** DATA RECORDS follows **
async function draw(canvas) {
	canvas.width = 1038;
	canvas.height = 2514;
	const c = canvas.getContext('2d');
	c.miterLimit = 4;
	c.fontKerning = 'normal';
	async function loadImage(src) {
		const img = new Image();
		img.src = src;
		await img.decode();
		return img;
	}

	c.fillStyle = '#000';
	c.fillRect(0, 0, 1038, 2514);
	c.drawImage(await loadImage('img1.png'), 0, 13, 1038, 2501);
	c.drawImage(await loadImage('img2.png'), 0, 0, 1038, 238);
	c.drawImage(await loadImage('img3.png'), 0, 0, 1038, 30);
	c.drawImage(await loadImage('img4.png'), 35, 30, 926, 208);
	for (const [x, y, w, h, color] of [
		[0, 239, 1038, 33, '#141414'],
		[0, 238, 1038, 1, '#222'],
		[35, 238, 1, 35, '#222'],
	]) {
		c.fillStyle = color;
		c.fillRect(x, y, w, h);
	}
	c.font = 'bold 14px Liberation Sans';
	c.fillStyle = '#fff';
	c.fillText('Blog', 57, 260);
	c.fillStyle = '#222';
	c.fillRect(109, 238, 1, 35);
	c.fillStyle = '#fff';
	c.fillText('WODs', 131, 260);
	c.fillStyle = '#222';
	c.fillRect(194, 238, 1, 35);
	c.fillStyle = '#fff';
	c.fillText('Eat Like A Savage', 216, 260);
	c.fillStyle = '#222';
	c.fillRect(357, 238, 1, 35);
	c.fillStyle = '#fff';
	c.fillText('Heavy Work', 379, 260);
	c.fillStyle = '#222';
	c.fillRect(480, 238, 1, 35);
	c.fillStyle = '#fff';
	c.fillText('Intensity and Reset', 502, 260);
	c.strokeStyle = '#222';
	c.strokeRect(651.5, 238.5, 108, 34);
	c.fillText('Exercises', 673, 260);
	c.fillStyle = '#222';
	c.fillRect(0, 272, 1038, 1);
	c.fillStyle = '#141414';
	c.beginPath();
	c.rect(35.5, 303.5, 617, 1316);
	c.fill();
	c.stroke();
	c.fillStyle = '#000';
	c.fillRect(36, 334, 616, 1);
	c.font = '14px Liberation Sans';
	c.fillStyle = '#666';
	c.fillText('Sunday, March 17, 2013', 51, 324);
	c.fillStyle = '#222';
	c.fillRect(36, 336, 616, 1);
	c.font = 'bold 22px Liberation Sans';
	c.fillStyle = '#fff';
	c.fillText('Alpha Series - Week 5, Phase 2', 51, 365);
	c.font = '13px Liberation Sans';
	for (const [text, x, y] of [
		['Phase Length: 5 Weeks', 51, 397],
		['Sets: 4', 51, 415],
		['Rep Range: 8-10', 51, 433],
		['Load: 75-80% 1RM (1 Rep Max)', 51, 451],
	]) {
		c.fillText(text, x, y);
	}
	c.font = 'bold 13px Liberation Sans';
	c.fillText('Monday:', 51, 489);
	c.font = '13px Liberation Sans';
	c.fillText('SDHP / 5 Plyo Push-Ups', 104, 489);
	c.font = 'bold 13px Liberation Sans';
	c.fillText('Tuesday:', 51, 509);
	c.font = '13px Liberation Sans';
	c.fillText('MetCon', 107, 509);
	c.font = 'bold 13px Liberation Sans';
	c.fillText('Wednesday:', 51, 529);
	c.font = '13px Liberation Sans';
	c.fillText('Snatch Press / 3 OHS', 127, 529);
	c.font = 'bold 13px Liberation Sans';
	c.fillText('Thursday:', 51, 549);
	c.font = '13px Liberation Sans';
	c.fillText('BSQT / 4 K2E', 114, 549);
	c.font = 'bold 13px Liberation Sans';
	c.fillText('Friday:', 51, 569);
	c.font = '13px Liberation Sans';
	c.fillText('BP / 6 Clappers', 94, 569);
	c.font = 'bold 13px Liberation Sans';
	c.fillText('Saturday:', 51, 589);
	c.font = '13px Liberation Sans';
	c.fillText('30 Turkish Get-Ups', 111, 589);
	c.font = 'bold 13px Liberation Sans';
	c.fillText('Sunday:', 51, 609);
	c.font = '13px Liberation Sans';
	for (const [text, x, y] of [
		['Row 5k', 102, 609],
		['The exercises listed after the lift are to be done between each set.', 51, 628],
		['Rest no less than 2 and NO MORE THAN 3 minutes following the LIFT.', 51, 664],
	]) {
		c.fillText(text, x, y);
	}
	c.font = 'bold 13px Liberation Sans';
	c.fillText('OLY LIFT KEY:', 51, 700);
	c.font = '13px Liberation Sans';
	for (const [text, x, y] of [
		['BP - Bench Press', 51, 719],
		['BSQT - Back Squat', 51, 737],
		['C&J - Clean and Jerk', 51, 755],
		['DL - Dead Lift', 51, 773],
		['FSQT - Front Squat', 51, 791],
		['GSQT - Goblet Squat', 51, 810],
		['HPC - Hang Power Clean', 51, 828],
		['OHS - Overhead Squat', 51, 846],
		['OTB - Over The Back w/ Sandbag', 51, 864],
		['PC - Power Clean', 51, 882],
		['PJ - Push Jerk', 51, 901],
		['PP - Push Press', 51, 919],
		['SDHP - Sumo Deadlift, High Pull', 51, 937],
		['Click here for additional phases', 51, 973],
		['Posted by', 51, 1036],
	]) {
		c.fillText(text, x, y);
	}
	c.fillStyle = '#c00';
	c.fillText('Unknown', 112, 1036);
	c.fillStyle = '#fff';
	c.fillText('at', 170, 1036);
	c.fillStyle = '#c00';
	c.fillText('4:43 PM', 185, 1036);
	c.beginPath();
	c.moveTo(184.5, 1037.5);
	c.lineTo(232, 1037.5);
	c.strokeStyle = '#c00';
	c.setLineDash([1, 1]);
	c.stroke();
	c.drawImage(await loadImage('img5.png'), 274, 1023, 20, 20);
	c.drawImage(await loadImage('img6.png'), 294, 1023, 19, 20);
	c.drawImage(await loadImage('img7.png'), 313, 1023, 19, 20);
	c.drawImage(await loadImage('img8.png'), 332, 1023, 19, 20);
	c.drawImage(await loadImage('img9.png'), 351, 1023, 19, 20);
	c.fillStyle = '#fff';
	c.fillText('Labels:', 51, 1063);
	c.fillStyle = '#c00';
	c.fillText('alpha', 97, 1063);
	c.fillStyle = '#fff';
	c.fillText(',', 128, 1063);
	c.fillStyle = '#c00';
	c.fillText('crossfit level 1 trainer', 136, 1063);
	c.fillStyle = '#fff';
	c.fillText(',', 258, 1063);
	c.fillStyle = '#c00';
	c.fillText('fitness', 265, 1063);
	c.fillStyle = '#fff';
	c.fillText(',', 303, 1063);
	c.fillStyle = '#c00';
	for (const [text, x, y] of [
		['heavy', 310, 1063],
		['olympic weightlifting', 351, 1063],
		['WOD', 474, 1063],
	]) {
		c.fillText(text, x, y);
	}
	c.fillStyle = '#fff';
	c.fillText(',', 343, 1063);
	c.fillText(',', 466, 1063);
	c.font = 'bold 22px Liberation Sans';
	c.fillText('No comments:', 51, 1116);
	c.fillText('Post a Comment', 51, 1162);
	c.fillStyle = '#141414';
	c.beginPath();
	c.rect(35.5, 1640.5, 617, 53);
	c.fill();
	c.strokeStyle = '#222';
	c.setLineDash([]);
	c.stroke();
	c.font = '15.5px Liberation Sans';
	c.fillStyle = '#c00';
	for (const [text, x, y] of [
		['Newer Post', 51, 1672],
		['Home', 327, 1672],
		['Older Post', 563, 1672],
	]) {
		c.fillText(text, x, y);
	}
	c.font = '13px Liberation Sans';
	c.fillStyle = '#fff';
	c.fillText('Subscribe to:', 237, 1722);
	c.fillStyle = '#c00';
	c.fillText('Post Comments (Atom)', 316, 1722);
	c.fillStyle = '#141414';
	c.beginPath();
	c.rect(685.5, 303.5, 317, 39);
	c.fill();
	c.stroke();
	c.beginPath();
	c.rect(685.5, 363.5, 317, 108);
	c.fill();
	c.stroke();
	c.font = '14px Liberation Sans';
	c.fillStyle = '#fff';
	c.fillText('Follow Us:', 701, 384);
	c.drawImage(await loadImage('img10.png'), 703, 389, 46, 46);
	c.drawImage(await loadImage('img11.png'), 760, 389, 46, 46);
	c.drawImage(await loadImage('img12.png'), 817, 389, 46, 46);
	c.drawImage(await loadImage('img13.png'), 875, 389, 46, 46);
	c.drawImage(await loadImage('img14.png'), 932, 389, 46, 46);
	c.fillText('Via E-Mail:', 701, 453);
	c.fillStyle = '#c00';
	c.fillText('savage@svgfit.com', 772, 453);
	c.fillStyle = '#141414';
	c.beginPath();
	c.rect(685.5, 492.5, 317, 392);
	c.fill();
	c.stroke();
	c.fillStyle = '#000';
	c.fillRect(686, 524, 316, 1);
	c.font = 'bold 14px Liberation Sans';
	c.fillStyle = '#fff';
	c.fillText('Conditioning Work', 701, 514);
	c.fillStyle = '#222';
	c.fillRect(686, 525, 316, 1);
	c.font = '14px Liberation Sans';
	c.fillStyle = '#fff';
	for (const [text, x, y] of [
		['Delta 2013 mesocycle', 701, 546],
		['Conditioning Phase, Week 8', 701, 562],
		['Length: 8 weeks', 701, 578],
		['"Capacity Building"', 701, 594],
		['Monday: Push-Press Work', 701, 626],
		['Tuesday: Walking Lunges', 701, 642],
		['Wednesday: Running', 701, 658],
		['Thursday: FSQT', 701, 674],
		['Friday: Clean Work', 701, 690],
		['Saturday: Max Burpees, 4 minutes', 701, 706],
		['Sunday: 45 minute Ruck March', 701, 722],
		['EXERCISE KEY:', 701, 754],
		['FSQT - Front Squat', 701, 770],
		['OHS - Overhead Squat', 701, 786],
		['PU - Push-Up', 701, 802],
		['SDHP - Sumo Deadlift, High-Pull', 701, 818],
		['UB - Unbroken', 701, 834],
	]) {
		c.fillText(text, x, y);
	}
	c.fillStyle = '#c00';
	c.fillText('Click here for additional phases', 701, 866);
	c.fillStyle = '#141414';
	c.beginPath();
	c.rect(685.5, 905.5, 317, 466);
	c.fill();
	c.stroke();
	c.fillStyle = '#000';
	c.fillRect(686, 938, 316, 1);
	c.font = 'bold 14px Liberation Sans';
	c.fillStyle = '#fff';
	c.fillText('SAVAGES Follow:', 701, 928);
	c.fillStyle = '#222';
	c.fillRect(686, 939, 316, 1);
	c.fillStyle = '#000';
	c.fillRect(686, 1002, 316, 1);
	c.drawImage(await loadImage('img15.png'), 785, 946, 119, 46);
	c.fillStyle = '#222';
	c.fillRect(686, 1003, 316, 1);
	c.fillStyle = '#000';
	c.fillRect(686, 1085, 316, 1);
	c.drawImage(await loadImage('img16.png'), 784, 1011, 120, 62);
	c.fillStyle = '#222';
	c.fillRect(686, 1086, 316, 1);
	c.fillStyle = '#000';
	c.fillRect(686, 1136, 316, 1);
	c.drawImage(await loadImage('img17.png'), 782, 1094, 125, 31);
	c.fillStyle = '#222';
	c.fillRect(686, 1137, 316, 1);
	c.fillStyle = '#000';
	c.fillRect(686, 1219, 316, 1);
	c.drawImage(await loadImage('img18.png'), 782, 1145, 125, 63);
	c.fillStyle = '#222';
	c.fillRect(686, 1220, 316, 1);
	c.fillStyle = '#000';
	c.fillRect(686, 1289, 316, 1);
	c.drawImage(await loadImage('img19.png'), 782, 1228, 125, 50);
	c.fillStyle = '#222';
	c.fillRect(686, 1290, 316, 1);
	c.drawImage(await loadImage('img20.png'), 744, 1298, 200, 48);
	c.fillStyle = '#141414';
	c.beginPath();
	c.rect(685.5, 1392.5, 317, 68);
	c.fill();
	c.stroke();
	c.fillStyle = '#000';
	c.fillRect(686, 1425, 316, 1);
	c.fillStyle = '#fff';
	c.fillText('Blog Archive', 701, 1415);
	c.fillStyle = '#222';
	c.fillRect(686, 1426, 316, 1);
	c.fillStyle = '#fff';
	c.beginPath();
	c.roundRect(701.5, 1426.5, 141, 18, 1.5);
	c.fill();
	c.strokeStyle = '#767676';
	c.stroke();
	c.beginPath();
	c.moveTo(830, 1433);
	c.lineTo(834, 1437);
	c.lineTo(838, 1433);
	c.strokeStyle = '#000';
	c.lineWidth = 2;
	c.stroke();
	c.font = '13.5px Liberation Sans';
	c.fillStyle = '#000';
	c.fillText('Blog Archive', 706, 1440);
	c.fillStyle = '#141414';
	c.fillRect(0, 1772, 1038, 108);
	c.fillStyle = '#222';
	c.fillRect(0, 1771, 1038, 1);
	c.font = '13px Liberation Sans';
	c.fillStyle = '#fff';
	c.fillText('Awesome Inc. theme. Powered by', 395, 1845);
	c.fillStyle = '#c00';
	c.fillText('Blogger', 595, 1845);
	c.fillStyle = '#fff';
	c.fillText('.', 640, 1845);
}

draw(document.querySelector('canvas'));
** End of DATA RECORDS **
### YOUR ASSIGNMENT
Copy out only the lines running from the beginning of the data to the line with "await img.decode();", both ends included.

### WRITTEN RESPONSE
async function draw(canvas) {
	canvas.width = 1038;
	canvas.height = 2514;
	const c = canvas.getContext('2d');
	c.miterLimit = 4;
	c.fontKerning = 'normal';
	async function loadImage(src) {
		const img = new Image();
		img.src = src;
		await img.decode();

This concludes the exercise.